:: Task directions ::
The entries below must be restated word for word.

┌──

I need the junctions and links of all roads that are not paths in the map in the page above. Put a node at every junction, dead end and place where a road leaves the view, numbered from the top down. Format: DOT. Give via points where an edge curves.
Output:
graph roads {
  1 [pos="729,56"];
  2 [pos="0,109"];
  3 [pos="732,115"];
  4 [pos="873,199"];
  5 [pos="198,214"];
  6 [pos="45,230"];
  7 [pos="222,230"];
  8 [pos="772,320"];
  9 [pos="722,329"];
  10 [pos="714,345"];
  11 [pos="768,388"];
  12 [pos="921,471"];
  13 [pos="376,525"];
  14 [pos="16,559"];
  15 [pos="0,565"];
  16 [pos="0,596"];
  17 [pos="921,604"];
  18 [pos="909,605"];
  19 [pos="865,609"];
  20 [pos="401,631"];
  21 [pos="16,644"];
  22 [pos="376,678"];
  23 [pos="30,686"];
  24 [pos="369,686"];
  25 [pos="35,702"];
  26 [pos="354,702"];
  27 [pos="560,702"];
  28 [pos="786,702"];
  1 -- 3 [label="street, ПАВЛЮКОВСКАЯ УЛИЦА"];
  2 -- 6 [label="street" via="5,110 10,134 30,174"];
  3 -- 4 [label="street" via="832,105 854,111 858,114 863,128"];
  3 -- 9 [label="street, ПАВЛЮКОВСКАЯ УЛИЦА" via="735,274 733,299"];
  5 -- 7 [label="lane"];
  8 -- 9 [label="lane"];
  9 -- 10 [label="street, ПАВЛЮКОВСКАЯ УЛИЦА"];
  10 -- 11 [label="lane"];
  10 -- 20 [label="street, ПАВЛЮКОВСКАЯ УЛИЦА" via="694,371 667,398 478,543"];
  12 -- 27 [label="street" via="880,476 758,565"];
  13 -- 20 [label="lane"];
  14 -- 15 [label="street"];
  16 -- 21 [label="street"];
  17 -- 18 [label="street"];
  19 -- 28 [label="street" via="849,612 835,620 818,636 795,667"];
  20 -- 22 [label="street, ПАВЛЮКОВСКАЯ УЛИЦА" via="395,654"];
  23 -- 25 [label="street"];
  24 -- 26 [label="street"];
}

└──

:: Answer ::
I need the junctions and links of all roads that are not paths in the map in the page above. Put a node at every junction, dead end and place where a road leaves the view, numbered from the top down. Format: DOT. Give via points where an edge curves.
Output:
graph roads {
  1 [pos="729,56"];
  2 [pos="0,109"];
  3 [pos="732,115"];
  4 [pos="873,199"];
  5 [pos="198,214"];
  6 [pos="45,230"];
  7 [pos="222,230"];
  8 [pos="772,320"];
  9 [pos="722,329"];
  10 [pos="714,345"];
  11 [pos="768,388"];
  12 [pos="921,471"];
  13 [pos="376,525"];
  14 [pos="16,559"];
  15 [pos="0,565"];
  16 [pos="0,596"];
  17 [pos="921,604"];
  18 [pos="909,605"];
  19 [pos="865,609"];
  20 [pos="401,631"];
  21 [pos="16,644"];
  22 [pos="376,678"];
  23 [pos="30,686"];
  24 [pos="369,686"];
  25 [pos="35,702"];
  26 [pos="354,702"];
  27 [pos="560,702"];
  28 [pos="786,702"];
  1 -- 3 [label="street, ПАВЛЮКОВСКАЯ УЛИЦА"];
  2 -- 6 [label="street" via="5,110 10,134 30,174"];
  3 -- 4 [label="street" via="832,105 854,111 858,114 863,128"];
  3 -- 9 [label="street, ПАВЛЮКОВСКАЯ УЛИЦА" via="735,274 733,299"];
  5 -- 7 [label="lane"];
  8 -- 9 [label="lane"];
  9 -- 10 [label="street, ПАВЛЮКОВСКАЯ УЛИЦА"];
  10 -- 11 [label="lane"];
  10 -- 20 [label="street, ПАВЛЮКОВСКАЯ УЛИЦА" via="694,371 667,398 478,543"];
  12 -- 27 [label="street" via="880,476 758,565"];
  13 -- 20 [label="lane"];
  14 -- 15 [label="street"];
  16 -- 21 [label="street"];
  17 -- 18 [label="street"];
  19 -- 28 [label="street" via="849,612 835,620 818,636 795,667"];
  20 -- 22 [label="street, ПАВЛЮКОВСКАЯ УЛИЦА" via="395,654"];
  23 -- 25 [label="street"];
  24 -- 26 [label="street"];
}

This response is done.